General characteristics
- Class & type: PCE-842-class patrol craft
- Displacement: 903 long tons (917 t)
- Length: 184 ft 6 in (56.24 m)
- Beam: 33 ft 1 in (10.08 m)
- Draft: 9 ft 5 in (2.87 m)
- Speed: 15.4 knots (28.5 km/h; 17.7 mph)
- Complement: 99
- Armament: 1 × 3 in (76 mm) gun; 6 × 40 mm guns;

= USS Buttress =

Auxiliary minelayer in the United States Navy during World War II

USS Buttress (PCE-878/ACM-4) was an auxiliary minelayer (ACM) in the United States Navy during World War II. This ship and USS Monadnock (ACM-10) were the only ACMs not previously U.S. Army mineplanters.

==Construction==
Buttress was laid down as Patrol Craft Escort USS PCE-878 on 11 May 1943 at Portland, Oregon, by the Albina Engine & Machine Works; launched on 26 August 1943; and commissioned on 13 March 1944.

==Service history==

=== World War II Pacific Theatre operations ===
Following commissioning, she entered the Mare Island Navy Yard for conversion to a drill mine laying and recovery ship.
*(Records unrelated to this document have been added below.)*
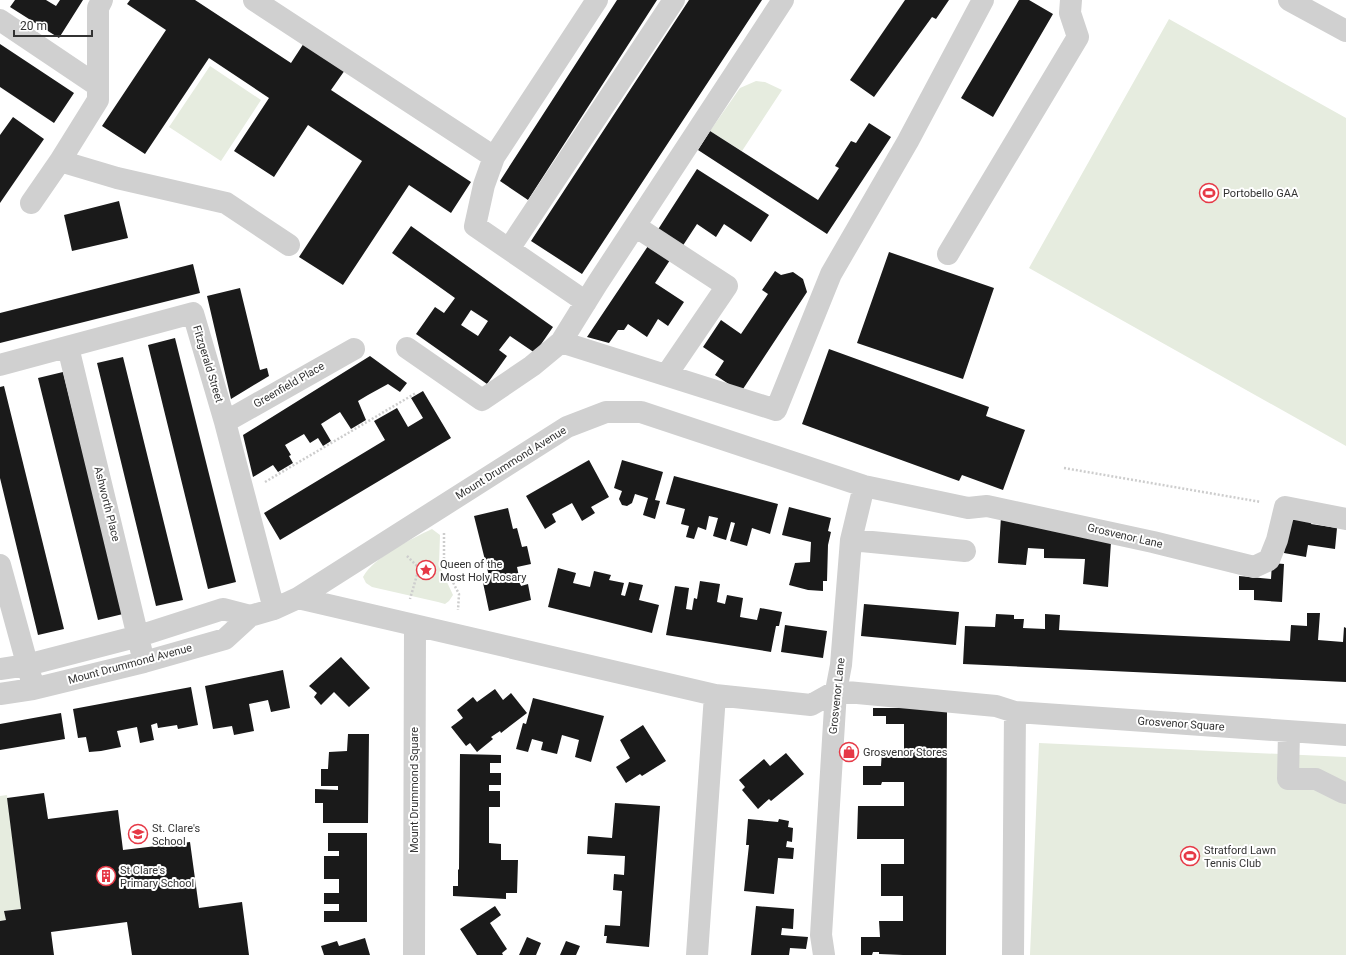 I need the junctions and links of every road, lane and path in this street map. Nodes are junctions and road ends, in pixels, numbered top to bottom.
1 (102, 0) edge
2 (254, 0) edge
3 (597, 0) edge
4 (674, 0) edge
5 (784, 0) edge
6 (983, 0) edge
7 (1071, 0) edge
8 (1289, 0) edge
9 (0, 20) edge
10 (1344, 26) edge
11 (98, 86) junction
12 (494, 157) junction
13 (60, 161) junction
14 (31, 203) dead end
15 (635, 226) junction
16 (289, 245) dead end
17 (509, 249) junction
18 (948, 254) dead end
19 (586, 302) junction
20 (561, 342) junction
21 (68, 347) junction
22 (407, 348) dead end
23 (354, 349) dead end
24 (0, 364) edge
25 (667, 374) junction
26 (416, 393) dead end
27 (225, 422) junction
28 (1064, 468) dead end
29 (839, 478) joint
30 (263, 484) dead end
31 (864, 486) junction
32 (1266, 503) dead end
33 (436, 510) junction
34 (1346, 519) edge
35 (851, 540) junction
36 (402, 551) dead end
37 (965, 551) dead end
38 (0, 565) edge
39 (298, 598) junction
40 (274, 609) junction
41 (250, 616) junction
42 (415, 626) junction
43 (455, 635) junction
44 (139, 636) junction
45 (144, 662) junction
46 (27, 665) junction
47 (0, 669) edge
48 (34, 689) junction
49 (836, 690) junction
50 (0, 694) edge
51 (715, 695) junction
52 (1015, 712) junction
53 (1289, 732) junction
54 (1346, 735) edge
55 (1346, 793) edge
56 (414, 955) edge
57 (697, 955) edge
58 (824, 955) edge
59 (1013, 955) edge

1 - 11 street
2 - 12 street
3 - 12 street
4 - 17 street
5 - 15 street
6 - 25 street
7 - 18 street
8 - 10 street
9 - 11 street
11 - 13 street
12 - 17 street
13 - 14 street
13 - 16 street
15 - 19 street
15 - 25 street
17 - 19 street
19 - 20 street
20 - 22 street
20 - 25 street
21 - 24 street, Fitzgerald Street
21 - 27 street, Fitzgerald Street
21 - 44 street, Ashworth Place
23 - 27 street, Greenfield Place
26 - 30 path
27 - 40 street, Fitzgerald Street
28 - 32 path
29 - 31 street, Grosvenor Lane
29 - 33 street, Mount Drummond Avenue
31 - 34 street, Grosvenor Lane
31 - 35 street, Grosvenor Lane
33 - 39 street, Mount Drummond Avenue
33 - 43 path
35 - 37 street
35 - 49 street, Grosvenor Lane
36 - 42 path
38 - 46 street
39 - 40 street, Mount Drummond Avenue
39 - 42 street
40 - 41 street, Mount Drummond Avenue
41 - 44 street
41 - 45 street, Mount Drummond Avenue
42 - 43 street
42 - 56 street, Mount Drummond Square
43 - 51 street
44 - 45 street, Ashworth Place
44 - 46 street
45 - 48 street, Mount Drummond Avenue
46 - 47 street
46 - 48 street
48 - 50 street, Mount Drummond Avenue
49 - 51 street
49 - 52 street, Grosvenor Square
49 - 58 street, Grosvenor Lane
51 - 57 street
52 - 53 street, Grosvenor Square
52 - 59 street
53 - 54 street, Grosvenor Square
53 - 55 street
On 15 June 1944, PCE-878 was renamed Buttress and redesignated ACM-4. The ship was assigned to Service Squadron (ServRon) 6 and saw duty at advanced bases in the central and western Pacific Ocean through the end of the war. She returned to the West Coast at San Francisco late in December 1946.

=== Decommissioning ===
Buttress was moved north to Bremerton, Washington, where she was decommissioned on 24 February 1947. Her name was struck from the Navy list on 5 March 1947, and she was sold to J. W. Rumsey on 30 October 1947 as Pacific Reefer. Her name was later changed to Aleutian Fjord and then to Mr. J. She was scuttled sometime in the 1990s.